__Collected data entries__

[Start of section]

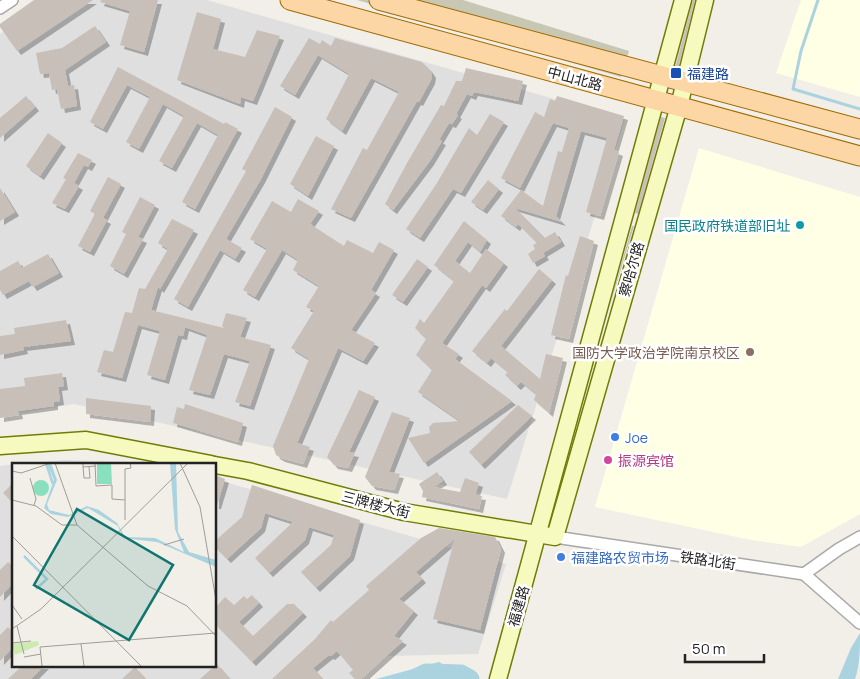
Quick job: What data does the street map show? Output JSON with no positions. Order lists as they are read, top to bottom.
{
  "streets": {
    "main road": [
      "中山北路",
      "察哈尔路",
      "三牌楼大街",
      "铁路北街",
      "福建路"
    ]
  },
  "crossings": [
    ["中山北路", "察哈尔路"],
    ["察哈尔路", "三牌楼大街"],
    ["察哈尔路", "铁路北街"],
    ["察哈尔路", "福建路"],
    ["三牌楼大街", "铁路北街"],
    ["三牌楼大街", "福建路"],
    ["铁路北街", "福建路"]
  ],
  "places": {
    "transit": ["福建路"],
    "other": [
      "国民政府铁道部旧址",
      "国防大学政治学院南京校区",
      "Joe",
      "振源宾馆",
      "福建路农贸市场"
    ]
  },
  "scale_bar": "50 m"
}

[End of section]

__THE TASK__
Line by line, write out the entries exactly, and leave the pictures out.

__RESPONSE TO THE EXERCISE__
Quick job: What data does the street map show? Output JSON with no positions. Order lists as they are read, top to bottom.
{
  "streets": {
    "main road": [
      "中山北路",
      "察哈尔路",
      "三牌楼大街",
      "铁路北街",
      "福建路"
    ]
  },
  "crossings": [
    ["中山北路", "察哈尔路"],
    ["察哈尔路", "三牌楼大街"],
    ["察哈尔路", "铁路北街"],
    ["察哈尔路", "福建路"],
    ["三牌楼大街", "铁路北街"],
    ["三牌楼大街", "福建路"],
    ["铁路北街", "福建路"]
  ],
  "places": {
    "transit": ["福建路"],
    "other": [
      "国民政府铁道部旧址",
      "国防大学政治学院南京校区",
      "Joe",
      "振源宾馆",
      "福建路农贸市场"
    ]
  },
  "scale_bar": "50 m"
}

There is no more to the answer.